** Task data follows **

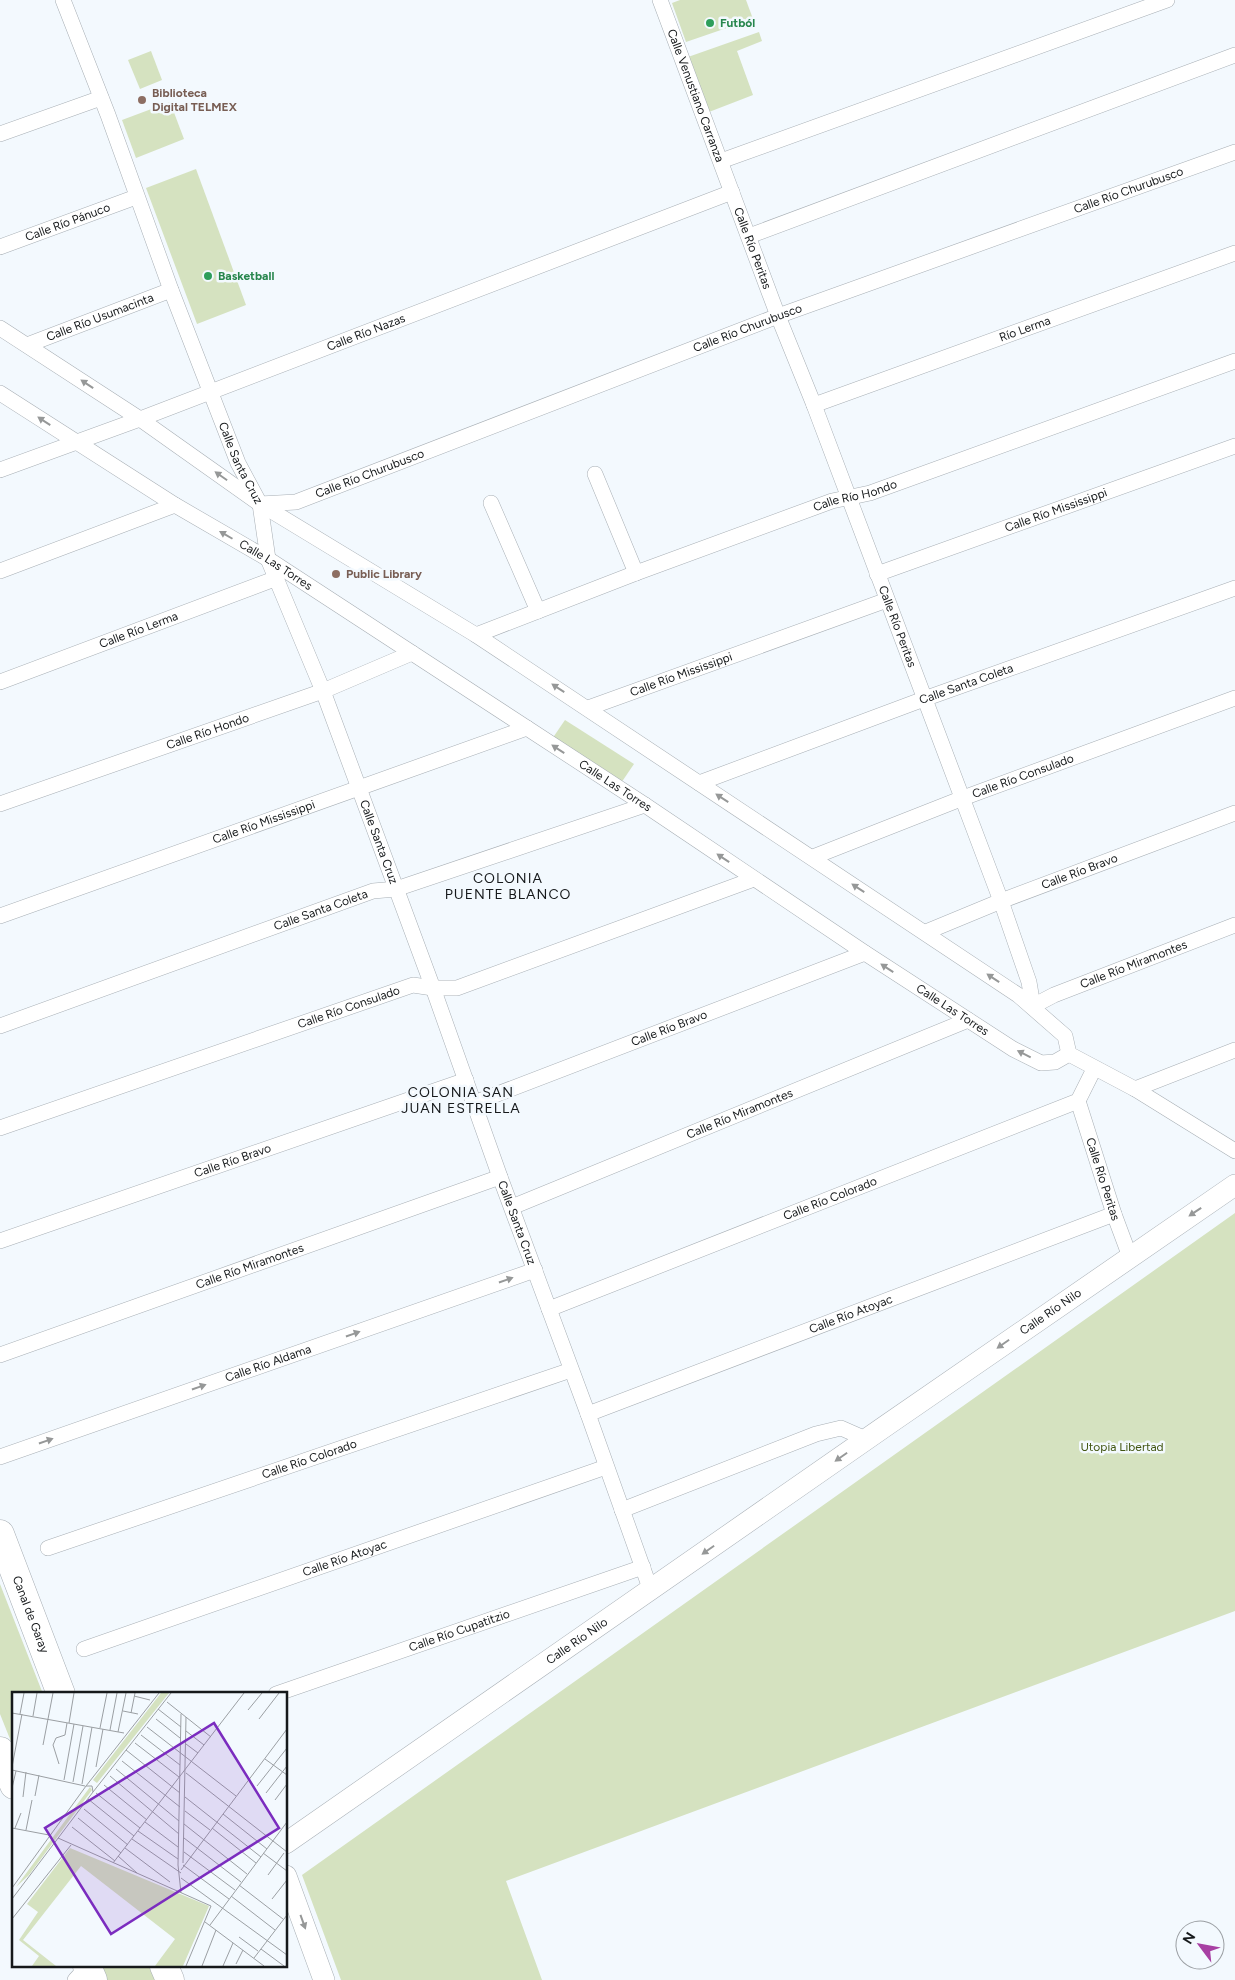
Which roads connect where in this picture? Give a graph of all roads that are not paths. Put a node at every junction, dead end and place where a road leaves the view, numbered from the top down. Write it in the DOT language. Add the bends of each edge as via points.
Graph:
graph roads {
  1 [pos="63,0"];
  2 [pos="660,0"];
  3 [pos="1167,0"];
  4 [pos="1235,55"];
  5 [pos="101,98"];
  6 [pos="0,134"];
  7 [pos="1235,152"];
  8 [pos="721,161"];
  9 [pos="732,192"];
  10 [pos="136,197"];
  11 [pos="749,236"];
  12 [pos="0,247"];
  13 [pos="1235,253"];
  14 [pos="171,290"];
  15 [pos="778,316"];
  16 [pos="0,328"];
  17 [pos="27,345"];
  18 [pos="1235,361"];
  19 [pos="210,391"];
  20 [pos="0,393"];
  21 [pos="814,404"];
  22 [pos="140,419"];
  23 [pos="77,442"];
  24 [pos="1235,446"];
  25 [pos="0,470"];
  26 [pos="595,474"];
  27 [pos="849,498"];
  28 [pos="491,502"];
  29 [pos="260,504"];
  30 [pos="175,505"];
  31 [pos="268,559"];
  32 [pos="0,571"];
  33 [pos="636,573"];
  34 [pos="877,574"];
  35 [pos="277,578"];
  36 [pos="1235,588"];
  37 [pos="887,600"];
  38 [pos="538,612"];
  39 [pos="476,635"];
  40 [pos="412,653"];
  41 [pos="0,682"];
  42 [pos="323,691"];
  43 [pos="1235,698"];
  44 [pos="924,699"];
  45 [pos="588,708"];
  46 [pos="528,728"];
  47 [pos="699,783"];
  48 [pos="358,788"];
  49 [pos="963,798"];
  50 [pos="0,804"];
  51 [pos="645,805"];
  52 [pos="1235,813"];
  53 [pos="813,858"];
  54 [pos="754,879"];
  55 [pos="396,890"];
  56 [pos="1001,902"];
  57 [pos="0,916"];
  58 [pos="1235,925"];
  59 [pos="926,932"];
  60 [pos="865,953"];
  61 [pos="434,988"];
  62 [pos="1033,1006"];
  63 [pos="968,1020"];
  64 [pos="0,1026"];
  65 [pos="1235,1050"];
  66 [pos="1069,1054"];
  67 [pos="1094,1069"];
  68 [pos="466,1080"];
  69 [pos="1135,1089"];
  70 [pos="1078,1102"];
  71 [pos="474,1103"];
  72 [pos="0,1128"];
  73 [pos="1235,1151"];
  74 [pos="500,1177"];
  75 [pos="1235,1185"];
  76 [pos="512,1207"];
  77 [pos="1114,1214"];
  78 [pos="0,1241"];
  79 [pos="1130,1256"];
  80 [pos="535,1270"];
  81 [pos="549,1309"];
  82 [pos="0,1355"];
  83 [pos="572,1370"];
  84 [pos="588,1414"];
  85 [pos="866,1439"];
  86 [pos="0,1457"];
  87 [pos="606,1467"];
  88 [pos="622,1510"];
  89 [pos="0,1534"];
  90 [pos="48,1548"];
  91 [pos="643,1567"];
  92 [pos="651,1591"];
  93 [pos="84,1649"];
  94 [pos="60,1692"];
  95 [pos="282,1692"];
  96 [pos="0,1751"];
  97 [pos="12,1780"];
  98 [pos="288,1842"];
  99 [pos="288,1881"];
  100 [pos="165,1968"];
  101 [pos="170,1980"];
  102 [pos="324,1980"];
  1 -- 5 [label="street, Calle Santa Cruz"];
  2 -- 8 [label="street, Calle Venustiano Carranza"];
  3 -- 8 [label="street"];
  4 -- 11 [label="street"];
  5 -- 6 [label="street"];
  5 -- 10 [label="street, Calle Santa Cruz"];
  7 -- 15 [label="street, Calle Río Churubusco"];
  8 -- 9 [label="street, Calle Venustiano Carranza"];
  9 -- 11 [label="street, Calle Río Peritas"];
  9 -- 19 [label="street, Calle Río Nazas"];
  10 -- 12 [label="street, Calle Río Pánuco"];
  10 -- 14 [label="street, Calle Santa Cruz"];
  11 -- 15 [label="street, Calle Río Peritas"];
  13 -- 21 [label="street, Río Lerma"];
  14 -- 17 [label="street, Calle Río Usumacinta"];
  14 -- 19 [label="street, Calle Santa Cruz"];
  15 -- 21 [label="street, Calle Río Peritas"];
  15 -- 29 [label="street, Calle Río Churubusco" via="296,502"];
  16 -- 17 [label="street"];
  22 -- 17 [label="street, one-way"];
  18 -- 27 [label="street, Calle Río Hondo"];
  19 -- 22 [label="street, Calle Río Nazas"];
  19 -- 29 [label="street, Calle Santa Cruz" via="238,463"];
  23 -- 20 [label="street, Calle Las Torres, one-way"];
  21 -- 27 [label="street, Calle Río Peritas"];
  22 -- 23 [label="street, Calle Río Nazas"];
  29 -- 22 [label="street, one-way"];
  23 -- 25 [label="street, Calle Río Nazas"];
  23 -- 30 [label="street, Calle Las Torres"];
  24 -- 34 [label="street, Calle Río Mississippi"];
  26 -- 33 [label="street"];
  27 -- 33 [label="street, Calle Río Hondo" via="832,501"];
  27 -- 34 [label="street, Calle Río Peritas"];
  28 -- 38 [label="street"];
  29 -- 31 [label="street, Calle Santa Cruz"];
  29 -- 39 [label="street"];
  31 -- 30 [label="street, Calle Las Torres, one-way"];
  30 -- 32 [label="street"];
  31 -- 35 [label="street, Calle Santa Cruz"];
  31 -- 40 [label="street, Calle Las Torres"];
  33 -- 38 [label="street, Calle Río Hondo"];
  34 -- 37 [label="street, Calle Río Peritas"];
  35 -- 41 [label="street, Calle Río Lerma"];
  35 -- 42 [label="street, Calle Santa Cruz"];
  36 -- 44 [label="street, Calle Santa Coleta"];
  37 -- 44 [label="street, Calle Río Peritas"];
  37 -- 45 [label="street, Calle Río Mississippi"];
  38 -- 39 [label="street, Calle Río Hondo"];
  45 -- 39 [label="street, one-way"];
  40 -- 42 [label="street, Calle Río Hondo"];
  40 -- 46 [label="street, Calle Las Torres"];
  42 -- 48 [label="street, Calle Santa Cruz"];
  42 -- 50 [label="street, Calle Río Hondo"];
  43 -- 49 [label="street, Calle Río Consulado"];
  44 -- 47 [label="street, Calle Santa Coleta"];
  44 -- 49 [label="street, Calle Río Peritas"];
  45 -- 47 [label="street"];
  46 -- 48 [label="street, Calle Río Mississippi"];
  51 -- 46 [label="street, Calle Las Torres, one-way"];
  53 -- 47 [label="street, one-way"];
  48 -- 55 [label="street, Calle Santa Cruz"];
  48 -- 57 [label="street, Calle Río Mississippi"];
  49 -- 53 [label="street, Calle Río Consulado"];
  49 -- 56 [label="street, Calle Río Peritas"];
  54 -- 51 [label="street, Calle Las Torres, one-way"];
  51 -- 55 [label="street, Calle Santa Coleta"];
  52 -- 56 [label="street, Calle Río Bravo"];
  59 -- 53 [label="street, one-way"];
  54 -- 60 [label="street, Calle Las Torres"];
  54 -- 61 [label="street, Calle Río Consulado" via="457,988"];
  55 -- 61 [label="street, Calle Santa Cruz"];
  55 -- 64 [label="street, Calle Santa Coleta" via="373,891"];
  56 -- 59 [label="street, Calle Río Bravo"];
  56 -- 62 [label="street, Calle Río Peritas" via="1029,982"];
  58 -- 62 [label="street, Calle Río Miramontes" via="1054,994"];
  62 -- 59 [label="street, one-way"];
  63 -- 60 [label="street, Calle Las Torres, one-way"];
  60 -- 71 [label="street, Calle Río Bravo"];
  61 -- 68 [label="street, Calle Santa Cruz"];
  61 -- 72 [label="street, Calle Río Consulado" via="413,985"];
  62 -- 66 [label="street" via="1065,1036"];
  66 -- 63 [label="street, Calle Las Torres, one-way" via="1055,1062 1041,1063"];
  63 -- 76 [label="street, Calle Río Miramontes"];
  65 -- 69 [label="street"];
  66 -- 67 [label="street"];
  67 -- 69 [label="street"];
  67 -- 70 [label="street"];
  68 -- 71 [label="street, Calle Santa Cruz"];
  68 -- 78 [label="street, Calle Río Bravo"];
  69 -- 73 [label="street"];
  70 -- 77 [label="street, Calle Río Peritas"];
  70 -- 81 [label="street, Calle Río Colorado"];
  71 -- 74 [label="street, Calle Santa Cruz"];
  74 -- 76 [label="street, Calle Santa Cruz"];
  74 -- 82 [label="street, Calle Río Miramontes"];
  75 -- 79 [label="street, Calle Río Nilo, one-way"];
  76 -- 80 [label="street, Calle Santa Cruz"];
  77 -- 79 [label="street, Calle Río Peritas"];
  77 -- 84 [label="street, Calle Río Atoyac"];
  79 -- 85 [label="street, Calle Río Nilo, one-way"];
  80 -- 81 [label="street, Calle Santa Cruz"];
  86 -- 80 [label="street, Calle Río Aldama, one-way"];
  81 -- 83 [label="street, Calle Santa Cruz"];
  83 -- 84 [label="street, Calle Santa Cruz"];
  83 -- 90 [label="street, Calle Río Colorado"];
  84 -- 87 [label="street, Calle Santa Cruz"];
  85 -- 88 [label="street" via="841,1428 816,1434"];
  85 -- 92 [label="street, Calle Río Nilo, one-way"];
  87 -- 88 [label="street, Calle Santa Cruz"];
  87 -- 93 [label="street, Calle Río Atoyac"];
  88 -- 91 [label="street, Calle Santa Cruz"];
  89 -- 94 [label="highway, Canal de Garay"];
  91 -- 92 [label="street, Calle Santa Cruz"];
  91 -- 95 [label="street, Calle Río Cupatitzio"];
  92 -- 98 [label="street, Calle Río Nilo"];
  96 -- 97 [label="highway"];
  99 -- 102 [label="street, one-way"];
  100 -- 101 [label="highway"];
}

** End of Task data **

» Task description:
Lines with the word "Miramontes": copy each one from the data above.

» Exercise result:
  58 -- 62 [label="street, Calle Río Miramontes" via="1054,994"];
  63 -- 76 [label="street, Calle Río Miramontes"];
  74 -- 82 [label="street, Calle Río Miramontes"];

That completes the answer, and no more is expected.